Ariana Franklin - 2014
    England is engulfed in war as King Stephen and his cousin, the Empress Matilda, vie for the crown. In this dangerous world, not even Emma, an eleven-year-old peasant, is safe. A depraved monk obsessed with redheads kidnaps the ginger-haired girl from her village and leaves her for dead. When an archer for hire named Gwyl finds her, she has no memory of her previous life. Unable to abandon her, Gwyl takes the girl with him, dressing her as a boy, giving her a new name—Penda—and teaching her to use a bow. But Gwyn knows that the man who hurt Penda roams free, and that a scrap of evidence she possesses could be very valuable.Gwyl and Penda make their way to Kenilworth, a small but strategically important fortress that belongs to fifteen-year-old Maud.

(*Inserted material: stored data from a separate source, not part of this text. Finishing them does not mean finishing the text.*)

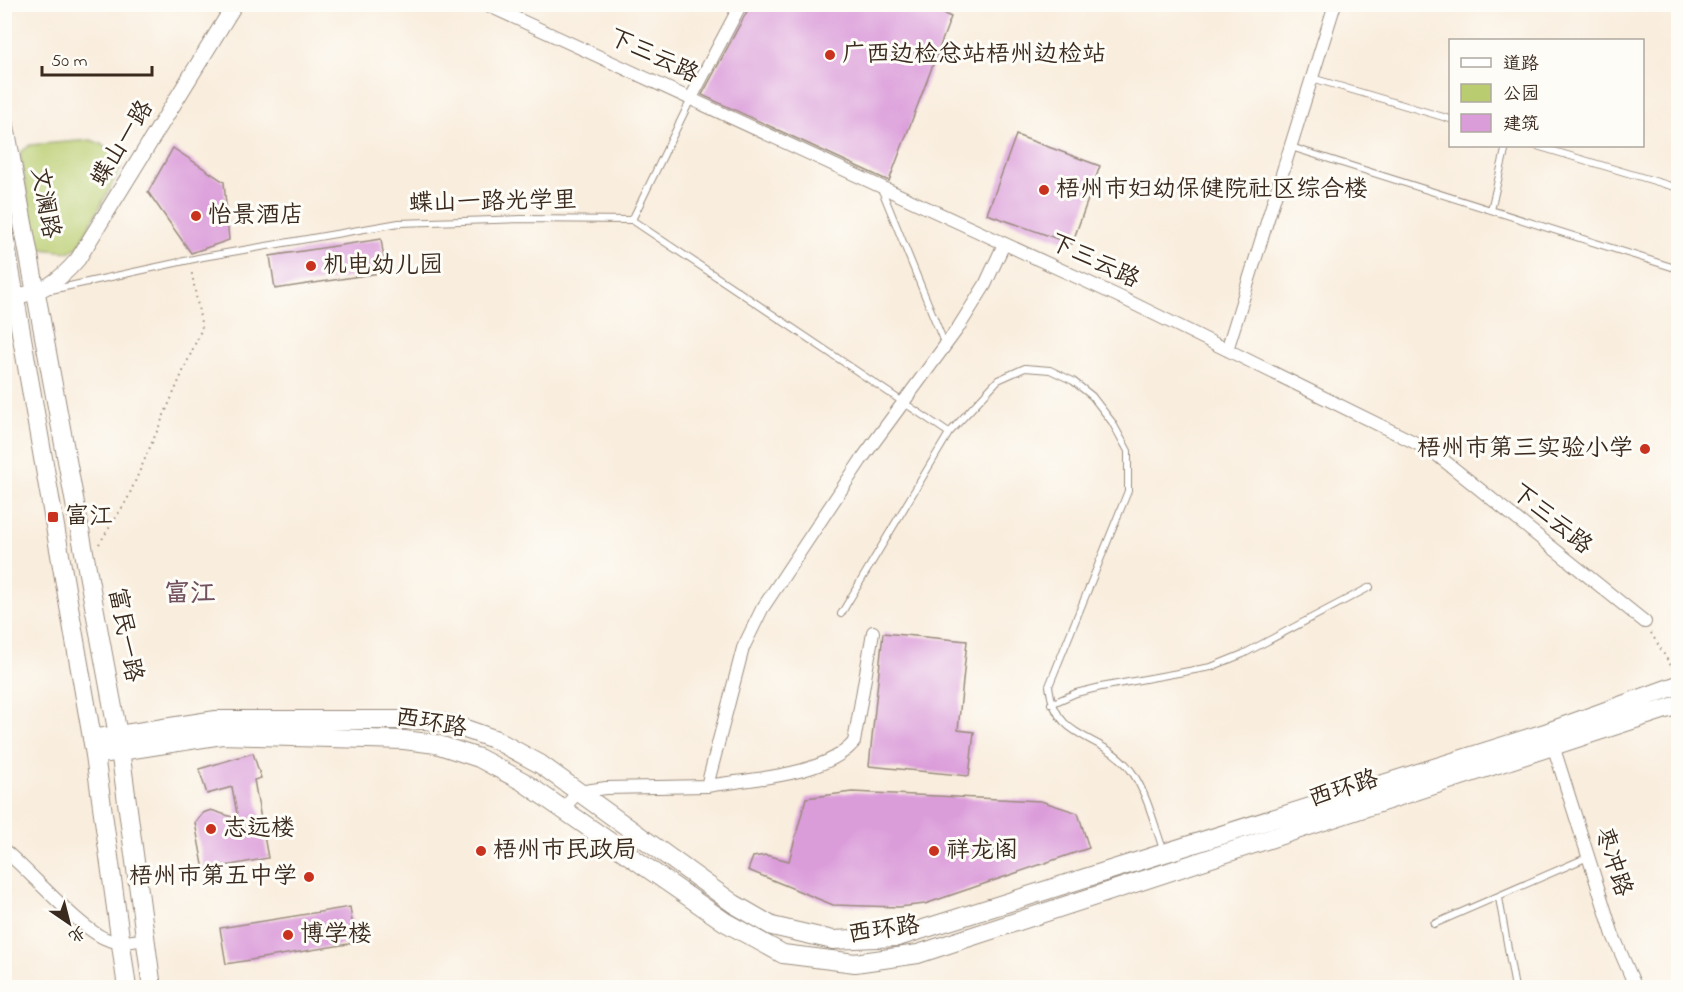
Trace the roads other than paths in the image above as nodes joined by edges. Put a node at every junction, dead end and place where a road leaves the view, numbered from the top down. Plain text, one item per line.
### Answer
1 (235, 4) edge
2 (485, 4) edge
3 (741, 4) edge
4 (1335, 4) edge
5 (1312, 78) junction
6 (692, 98) junction
7 (1449, 119) edge
8 (4, 120) edge
9 (1290, 146) junction
10 (1506, 147) edge
11 (1541, 147) edge
12 (880, 186) junction
13 (1678, 188) edge
14 (1491, 210) junction
15 (632, 220) junction
16 (4, 235) edge
17 (1004, 244) junction
18 (1678, 269) edge
19 (36, 293) junction
20 (15, 296) junction
21 (945, 346) junction
22 (1227, 350) junction
23 (903, 402) junction
24 (949, 433) junction
25 (1370, 587) dead end
26 (841, 614) dead end
27 (1645, 622) road end
28 (873, 632) dead end
29 (1676, 677) edge
30 (1051, 704) junction
31 (1678, 705) edge
32 (1551, 740) junction
33 (119, 743) junction
34 (93, 747) junction
35 (707, 786) junction
36 (578, 792) junction
37 (564, 808) junction
38 (4, 850) edge
39 (1164, 853) junction
40 (1588, 856) junction
41 (1499, 898) junction
42 (1434, 924) dead end
43 (146, 939) junction
44 (122, 943) junction
45 (127, 987) edge
46 (152, 987) edge
47 (1515, 987) edge
48 (1636, 987) edge

1 - 19 street, 蝶山一路
2 - 6 street, 下三云路
3 - 6 street
4 - 5 street
5 - 7 lane
5 - 9 street
6 - 12 street, 下三云路
6 - 15 lane
8 - 19 main road, 文澜路
9 - 14 lane
9 - 22 street
10 - 14 lane
11 - 13 lane
12 - 17 street, 下三云路
12 - 21 lane
14 - 18 lane
15 - 19 lane, 蝶山一路光学里
15 - 23 lane
16 - 20 main road, 文澜路
17 - 21 street
17 - 22 street, 下三云路
19 - 20 street
19 - 33 main road, 富民一路
20 - 34 main road, 文澜路
21 - 23 street
22 - 27 street, 下三云路
23 - 24 lane
23 - 35 street
24 - 26 lane
24 - 30 lane
25 - 30 lane
28 - 35 street
29 - 32 main road
30 - 39 lane
31 - 32 main road, 西环路
32 - 37 main road, 西环路
32 - 39 main road, 西环路
32 - 40 street, 枣冲路
33 - 34 main road
33 - 36 main road, 西环路
33 - 37 main road, 西环路
33 - 43 main road, 富民一路
34 - 44 main road
35 - 36 street
36 - 37 street
36 - 39 main road, 西环路
38 - 44 street
40 - 41 lane
40 - 48 street, 枣冲路
41 - 42 lane
41 - 47 lane
43 - 44 street
43 - 46 main road, 富民一路
44 - 45 main road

Newly wedded to a boorish and much older husband after her father’s death, the fierce and determined young chatelaine tempts fate and Stephen’s murderous wrath when she gives shelter to the empress.Aided by a garrison of mercenaries, including Gwyl and his odd red-headed apprentice, Maud will stave off Stephen’s siege for a long, brutal winter that will bring a host of visitors to Kenilworth—kings, soldiers . . . and a sinister monk with deadly business to finish.